C'est le cœur battant que Stiles progressa dans les couloirs du lycée, allant là où ses pas avaient décidé de le mener. Ces pas-là suivaient sa raison, qui lui ordonnait ni plus ni moins d'aller en cours, de ne pas renoncer malgré les pensées qui émergeaient à la surface de son esprit. La gorge de Stiles s'assécha. Il n'avait pas seulement manqué de se faire lacérer par les griffes acérées de son meilleur ami. Il avait laissé éclater sa colère face au mépris et au manque de respect qu'il avait eu à subir de la part de Scott, et… Il était parti. La réunion n'avait même pas commencé qu'à cause de tout cela, il s'en était allé. Avait-elle finalement eu lieu ? Avait-on conversé et échangé comme si rien ne s'était passé ? Scott s'était-il calmé ? Et Isaac ? Isaac l'avait accompagné jusqu'à sa voiture, comme si… Stiles ne savait pas quoi dire de ce fait, ni même ce qu'il devait en penser. C'était tout aussi gros et invraisemblable que le reste. Ça n'a pas de sens, ça n'a pas de sens, se répéta-t-il en boucle, ça n'a pas de sens… Rien. L'emportement de Scott, son attaque à son encontre, l'espèce de garde rapprochée qu'avait semblé incarner Isaac tandis que Derek et Jackson s'étaient opposés à l'alpha… Et lui, Stiles, il… Se cogna contre quelque chose, qui était en fait quelqu'un, ce dont il se rendit compte uniquement une fois que la collision eut lieu. Il leva la tête, médusé, prêt à s'excuser… Et croisa le regard de Jackson, qu'il ne chercha pas le moins du monde à analyser. Dans sa tête, ce fut clair : Whittemore. Loup-garou. Griffes. Attaque.

- Pardon, souffla rapidement l'hyperactif.

Il devait absolument atteindre sa salle. A l'intérieur, il aurait beau être entouré de loups-garous, il serait tout de même… En sécurité. Car en public, devant une classe et un professeur, aucun d'entre eux n'oserait laisser apparaître autre chose que des ongles au bout de leurs doigts.

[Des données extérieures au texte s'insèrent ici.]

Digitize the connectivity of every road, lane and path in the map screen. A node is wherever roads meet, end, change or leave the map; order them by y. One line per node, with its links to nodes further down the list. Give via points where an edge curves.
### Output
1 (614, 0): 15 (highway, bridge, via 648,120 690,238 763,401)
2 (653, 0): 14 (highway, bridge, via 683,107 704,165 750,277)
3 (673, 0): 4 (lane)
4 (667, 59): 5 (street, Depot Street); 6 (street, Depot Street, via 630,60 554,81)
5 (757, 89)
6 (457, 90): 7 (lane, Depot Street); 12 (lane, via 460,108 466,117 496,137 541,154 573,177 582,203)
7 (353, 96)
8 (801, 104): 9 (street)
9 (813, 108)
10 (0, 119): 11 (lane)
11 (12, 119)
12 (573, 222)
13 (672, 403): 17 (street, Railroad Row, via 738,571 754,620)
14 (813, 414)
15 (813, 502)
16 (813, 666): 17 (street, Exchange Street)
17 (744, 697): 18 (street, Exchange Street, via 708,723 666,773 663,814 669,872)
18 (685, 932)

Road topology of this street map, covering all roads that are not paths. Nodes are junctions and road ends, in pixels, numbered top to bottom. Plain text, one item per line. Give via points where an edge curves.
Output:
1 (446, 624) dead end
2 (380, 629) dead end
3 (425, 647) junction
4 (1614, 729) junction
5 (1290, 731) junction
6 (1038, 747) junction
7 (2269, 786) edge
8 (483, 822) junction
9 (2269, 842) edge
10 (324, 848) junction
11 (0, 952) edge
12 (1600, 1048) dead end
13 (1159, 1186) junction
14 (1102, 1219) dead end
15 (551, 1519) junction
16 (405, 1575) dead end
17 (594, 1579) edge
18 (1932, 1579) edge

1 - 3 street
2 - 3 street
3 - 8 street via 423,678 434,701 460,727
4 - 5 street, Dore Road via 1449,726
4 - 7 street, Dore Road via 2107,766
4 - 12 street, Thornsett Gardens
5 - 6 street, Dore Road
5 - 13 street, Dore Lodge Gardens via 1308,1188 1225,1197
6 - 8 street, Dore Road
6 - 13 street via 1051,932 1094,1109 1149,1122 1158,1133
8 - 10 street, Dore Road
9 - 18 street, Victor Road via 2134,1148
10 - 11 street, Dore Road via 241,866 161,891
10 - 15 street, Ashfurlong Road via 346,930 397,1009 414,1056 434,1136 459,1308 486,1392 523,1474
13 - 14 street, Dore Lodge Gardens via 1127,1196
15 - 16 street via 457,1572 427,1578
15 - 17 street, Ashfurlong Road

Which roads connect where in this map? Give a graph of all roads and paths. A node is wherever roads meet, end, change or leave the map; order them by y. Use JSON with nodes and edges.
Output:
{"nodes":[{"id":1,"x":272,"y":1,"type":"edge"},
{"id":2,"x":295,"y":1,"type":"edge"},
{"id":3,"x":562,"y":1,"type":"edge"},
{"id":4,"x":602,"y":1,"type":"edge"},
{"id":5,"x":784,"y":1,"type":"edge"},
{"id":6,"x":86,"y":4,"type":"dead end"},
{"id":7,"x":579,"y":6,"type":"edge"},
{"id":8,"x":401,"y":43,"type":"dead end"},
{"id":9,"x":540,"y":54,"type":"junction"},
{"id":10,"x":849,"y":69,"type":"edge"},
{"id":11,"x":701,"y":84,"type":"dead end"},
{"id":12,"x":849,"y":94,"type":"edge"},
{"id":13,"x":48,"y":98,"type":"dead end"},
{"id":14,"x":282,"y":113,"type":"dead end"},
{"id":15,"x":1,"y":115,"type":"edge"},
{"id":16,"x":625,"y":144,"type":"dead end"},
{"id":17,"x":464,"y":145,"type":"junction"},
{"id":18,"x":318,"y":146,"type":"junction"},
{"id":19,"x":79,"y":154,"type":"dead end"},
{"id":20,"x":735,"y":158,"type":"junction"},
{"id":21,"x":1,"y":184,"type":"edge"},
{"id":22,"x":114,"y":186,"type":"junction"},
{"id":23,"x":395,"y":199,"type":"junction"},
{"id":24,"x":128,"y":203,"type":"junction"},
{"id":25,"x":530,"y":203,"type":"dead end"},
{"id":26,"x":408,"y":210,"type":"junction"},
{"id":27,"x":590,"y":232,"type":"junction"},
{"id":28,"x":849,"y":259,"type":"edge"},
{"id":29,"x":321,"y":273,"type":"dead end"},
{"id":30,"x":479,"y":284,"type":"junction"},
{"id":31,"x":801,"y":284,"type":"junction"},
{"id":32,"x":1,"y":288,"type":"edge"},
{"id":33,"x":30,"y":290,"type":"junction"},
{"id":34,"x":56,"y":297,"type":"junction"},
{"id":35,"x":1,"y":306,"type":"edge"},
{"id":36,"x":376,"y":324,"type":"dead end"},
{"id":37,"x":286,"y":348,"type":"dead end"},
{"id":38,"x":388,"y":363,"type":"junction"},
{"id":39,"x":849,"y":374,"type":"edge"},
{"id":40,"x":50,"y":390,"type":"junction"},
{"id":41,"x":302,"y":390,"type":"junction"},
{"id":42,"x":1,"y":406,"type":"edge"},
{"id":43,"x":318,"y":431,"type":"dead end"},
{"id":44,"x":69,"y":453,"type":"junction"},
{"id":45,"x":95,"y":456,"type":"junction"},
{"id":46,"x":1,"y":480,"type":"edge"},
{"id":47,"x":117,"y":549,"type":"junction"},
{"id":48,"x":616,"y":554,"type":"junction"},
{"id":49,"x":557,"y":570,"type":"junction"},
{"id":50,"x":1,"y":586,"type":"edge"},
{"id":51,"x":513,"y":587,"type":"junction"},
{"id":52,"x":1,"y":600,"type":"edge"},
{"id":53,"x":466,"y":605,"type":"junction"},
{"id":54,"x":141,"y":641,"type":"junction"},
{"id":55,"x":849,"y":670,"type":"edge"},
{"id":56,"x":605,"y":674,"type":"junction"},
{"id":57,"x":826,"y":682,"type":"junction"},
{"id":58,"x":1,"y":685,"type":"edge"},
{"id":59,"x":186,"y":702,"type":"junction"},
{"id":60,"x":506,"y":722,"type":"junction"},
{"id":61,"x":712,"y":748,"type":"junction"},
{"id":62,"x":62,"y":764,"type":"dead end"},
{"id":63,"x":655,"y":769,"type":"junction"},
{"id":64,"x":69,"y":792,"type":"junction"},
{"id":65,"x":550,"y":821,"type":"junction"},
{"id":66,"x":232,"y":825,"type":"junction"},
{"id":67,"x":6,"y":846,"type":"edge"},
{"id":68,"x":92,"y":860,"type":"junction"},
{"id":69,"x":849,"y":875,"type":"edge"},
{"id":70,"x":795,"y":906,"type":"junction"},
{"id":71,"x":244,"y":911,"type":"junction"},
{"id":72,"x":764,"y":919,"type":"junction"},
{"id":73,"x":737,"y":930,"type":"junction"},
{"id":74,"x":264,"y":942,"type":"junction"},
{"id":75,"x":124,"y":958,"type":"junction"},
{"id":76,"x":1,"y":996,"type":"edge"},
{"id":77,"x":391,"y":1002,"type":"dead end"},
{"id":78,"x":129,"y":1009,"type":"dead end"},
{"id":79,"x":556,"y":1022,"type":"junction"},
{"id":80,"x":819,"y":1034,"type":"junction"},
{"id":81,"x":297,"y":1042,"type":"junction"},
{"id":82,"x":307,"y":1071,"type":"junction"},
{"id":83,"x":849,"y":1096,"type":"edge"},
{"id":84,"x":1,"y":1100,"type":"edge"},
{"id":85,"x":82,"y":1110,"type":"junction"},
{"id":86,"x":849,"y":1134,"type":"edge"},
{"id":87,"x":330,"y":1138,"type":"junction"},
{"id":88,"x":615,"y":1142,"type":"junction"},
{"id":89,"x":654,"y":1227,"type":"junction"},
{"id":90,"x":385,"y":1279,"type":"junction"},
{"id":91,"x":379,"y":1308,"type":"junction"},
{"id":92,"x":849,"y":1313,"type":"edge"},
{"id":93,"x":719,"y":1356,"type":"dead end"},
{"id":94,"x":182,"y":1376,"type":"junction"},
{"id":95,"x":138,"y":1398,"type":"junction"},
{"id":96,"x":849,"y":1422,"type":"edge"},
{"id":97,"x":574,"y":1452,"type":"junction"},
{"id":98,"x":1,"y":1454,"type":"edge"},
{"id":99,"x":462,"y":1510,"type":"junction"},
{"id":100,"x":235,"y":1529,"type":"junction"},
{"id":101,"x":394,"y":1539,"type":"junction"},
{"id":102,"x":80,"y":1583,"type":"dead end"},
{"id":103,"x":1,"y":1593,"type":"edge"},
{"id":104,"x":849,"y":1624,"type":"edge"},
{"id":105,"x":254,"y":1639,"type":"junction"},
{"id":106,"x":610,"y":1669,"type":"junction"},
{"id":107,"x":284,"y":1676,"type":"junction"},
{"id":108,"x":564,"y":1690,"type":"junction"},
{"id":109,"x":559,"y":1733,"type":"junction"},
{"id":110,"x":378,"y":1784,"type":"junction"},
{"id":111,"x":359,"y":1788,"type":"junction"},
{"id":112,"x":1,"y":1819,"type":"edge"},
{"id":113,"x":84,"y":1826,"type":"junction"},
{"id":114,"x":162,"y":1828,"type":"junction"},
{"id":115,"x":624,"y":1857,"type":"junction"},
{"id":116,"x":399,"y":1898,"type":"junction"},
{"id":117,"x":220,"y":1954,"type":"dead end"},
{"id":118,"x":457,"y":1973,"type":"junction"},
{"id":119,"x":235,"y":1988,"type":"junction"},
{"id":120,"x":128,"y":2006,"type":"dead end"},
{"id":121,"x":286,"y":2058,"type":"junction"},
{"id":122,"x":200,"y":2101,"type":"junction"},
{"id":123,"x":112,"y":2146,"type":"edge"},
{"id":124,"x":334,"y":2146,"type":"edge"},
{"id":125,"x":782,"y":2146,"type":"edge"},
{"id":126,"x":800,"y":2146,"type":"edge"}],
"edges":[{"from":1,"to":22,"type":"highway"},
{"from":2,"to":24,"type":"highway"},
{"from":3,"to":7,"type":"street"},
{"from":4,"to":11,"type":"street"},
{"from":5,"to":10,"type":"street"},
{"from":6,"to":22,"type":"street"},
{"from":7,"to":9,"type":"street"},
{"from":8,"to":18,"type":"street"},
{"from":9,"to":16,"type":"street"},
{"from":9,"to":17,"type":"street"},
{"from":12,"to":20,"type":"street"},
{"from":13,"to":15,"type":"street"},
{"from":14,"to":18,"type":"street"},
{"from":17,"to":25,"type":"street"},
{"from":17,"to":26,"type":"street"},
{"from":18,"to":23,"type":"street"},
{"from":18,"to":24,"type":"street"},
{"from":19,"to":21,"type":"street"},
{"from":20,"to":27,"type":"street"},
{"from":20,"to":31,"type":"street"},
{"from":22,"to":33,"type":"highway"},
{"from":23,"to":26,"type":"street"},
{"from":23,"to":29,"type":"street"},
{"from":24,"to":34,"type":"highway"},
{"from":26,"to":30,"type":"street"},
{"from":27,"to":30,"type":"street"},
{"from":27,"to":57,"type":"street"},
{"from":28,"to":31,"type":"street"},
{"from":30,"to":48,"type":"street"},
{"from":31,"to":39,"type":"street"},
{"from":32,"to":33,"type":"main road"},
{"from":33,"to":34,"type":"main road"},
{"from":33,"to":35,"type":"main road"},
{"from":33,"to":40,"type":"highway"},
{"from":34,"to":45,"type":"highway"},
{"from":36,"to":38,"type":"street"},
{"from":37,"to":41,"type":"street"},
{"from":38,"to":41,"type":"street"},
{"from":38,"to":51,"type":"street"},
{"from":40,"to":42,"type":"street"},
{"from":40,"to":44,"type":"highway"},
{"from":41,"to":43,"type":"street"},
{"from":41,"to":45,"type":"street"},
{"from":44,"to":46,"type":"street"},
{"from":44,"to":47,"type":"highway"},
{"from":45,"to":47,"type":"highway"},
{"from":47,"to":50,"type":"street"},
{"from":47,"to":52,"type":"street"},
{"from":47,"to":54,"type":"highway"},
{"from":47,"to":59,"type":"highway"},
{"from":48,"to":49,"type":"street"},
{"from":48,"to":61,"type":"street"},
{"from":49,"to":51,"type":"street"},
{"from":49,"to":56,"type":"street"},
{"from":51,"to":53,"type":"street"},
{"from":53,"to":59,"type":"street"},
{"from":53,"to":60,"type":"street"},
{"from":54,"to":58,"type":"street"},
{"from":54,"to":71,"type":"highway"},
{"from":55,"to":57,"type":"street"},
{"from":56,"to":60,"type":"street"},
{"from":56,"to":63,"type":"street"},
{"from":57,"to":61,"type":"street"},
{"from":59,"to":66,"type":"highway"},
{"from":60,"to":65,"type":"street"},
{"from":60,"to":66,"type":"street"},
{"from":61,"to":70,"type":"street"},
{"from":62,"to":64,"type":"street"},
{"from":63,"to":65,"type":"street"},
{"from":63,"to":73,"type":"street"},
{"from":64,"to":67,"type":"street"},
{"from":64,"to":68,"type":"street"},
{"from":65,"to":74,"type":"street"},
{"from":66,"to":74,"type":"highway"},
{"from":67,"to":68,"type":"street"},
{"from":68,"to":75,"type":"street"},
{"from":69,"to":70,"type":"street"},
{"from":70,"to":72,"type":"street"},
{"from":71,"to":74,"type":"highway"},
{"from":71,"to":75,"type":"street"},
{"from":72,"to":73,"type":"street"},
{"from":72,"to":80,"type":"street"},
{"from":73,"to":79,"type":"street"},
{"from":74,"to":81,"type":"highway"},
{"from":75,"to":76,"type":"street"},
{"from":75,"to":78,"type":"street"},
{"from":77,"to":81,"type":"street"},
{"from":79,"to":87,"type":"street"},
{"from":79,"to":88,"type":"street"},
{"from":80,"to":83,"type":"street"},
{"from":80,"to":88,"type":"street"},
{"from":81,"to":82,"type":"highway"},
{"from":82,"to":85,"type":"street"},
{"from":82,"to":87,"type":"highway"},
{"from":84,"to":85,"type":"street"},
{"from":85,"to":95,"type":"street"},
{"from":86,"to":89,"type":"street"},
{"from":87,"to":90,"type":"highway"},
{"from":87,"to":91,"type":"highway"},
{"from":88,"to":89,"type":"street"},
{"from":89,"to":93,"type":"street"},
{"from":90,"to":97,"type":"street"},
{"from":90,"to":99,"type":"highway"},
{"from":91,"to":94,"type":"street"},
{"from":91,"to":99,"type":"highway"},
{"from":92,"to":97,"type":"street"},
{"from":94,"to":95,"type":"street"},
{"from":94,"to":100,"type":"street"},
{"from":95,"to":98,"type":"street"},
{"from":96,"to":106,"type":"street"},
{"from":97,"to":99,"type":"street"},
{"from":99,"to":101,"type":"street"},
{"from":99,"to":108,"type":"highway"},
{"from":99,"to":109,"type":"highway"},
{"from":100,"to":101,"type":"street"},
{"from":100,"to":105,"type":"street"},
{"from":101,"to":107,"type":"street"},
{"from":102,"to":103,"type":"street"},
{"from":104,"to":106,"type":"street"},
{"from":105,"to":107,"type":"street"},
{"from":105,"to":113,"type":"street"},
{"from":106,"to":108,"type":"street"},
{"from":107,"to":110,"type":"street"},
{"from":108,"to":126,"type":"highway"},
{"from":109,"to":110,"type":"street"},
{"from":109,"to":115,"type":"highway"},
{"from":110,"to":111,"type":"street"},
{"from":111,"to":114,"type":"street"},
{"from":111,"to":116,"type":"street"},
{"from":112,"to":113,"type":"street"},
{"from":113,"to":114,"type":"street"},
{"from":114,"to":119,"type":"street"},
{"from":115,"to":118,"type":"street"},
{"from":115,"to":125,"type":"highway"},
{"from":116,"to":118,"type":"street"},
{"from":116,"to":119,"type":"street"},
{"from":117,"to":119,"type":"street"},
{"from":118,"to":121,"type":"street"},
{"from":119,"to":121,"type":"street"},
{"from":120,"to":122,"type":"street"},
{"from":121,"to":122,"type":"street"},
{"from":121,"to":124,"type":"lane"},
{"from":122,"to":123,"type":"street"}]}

Pourquoi Stiles pensait-il de cette façon alors que Jackson n'avait rien à voir avec Scott ? Parce qu'il était encore sous le choc, sidéré par la réalisation matinale. Il n'arrivait tout simplement pas à se faire à l'idée qu'une simple demande avait pu le mettre dans une telle merde… Au point que l'on veuille lui faire du mal. Et ces loups-garous, qu'il avait pourtant l'habitude de côtoyer chaque jour, devinrent rapidement pour lui une source de peur immense et inexplicable. Alors, il commença à partir d'un pas pressé.

Mais les doigts de Jackson s'enroulèrent autour de son avant-bras.

- Hé, attends, fit-il d'un ton que Stiles avait déjà connu plus assuré.

L'hyperactif secoua la tête et dégagea vivement son bras de l'étreinte de la main de Jackson. Il n'avait pas la moindre envie d'être là, pas la moindre envie de subir quelque agression que ce soit, pas la moindre envie de se confronter à la conséquence de l'un de ses actes de la veille. Il était parti loin, le Stiles qui avait tenu tête à Scott de la plus efficace des manières… Il avait d'ores et déjà disparu. Quoique la formulation était mauvaise. Ce Stiles-là existait toujours : le choc et la sidération l'avaient tout simplement endormi pour un moment.

Et Jackson, tout aussi perturbé par la veille que par ce jour, le laissa partir sans chercher à le retenir davantage.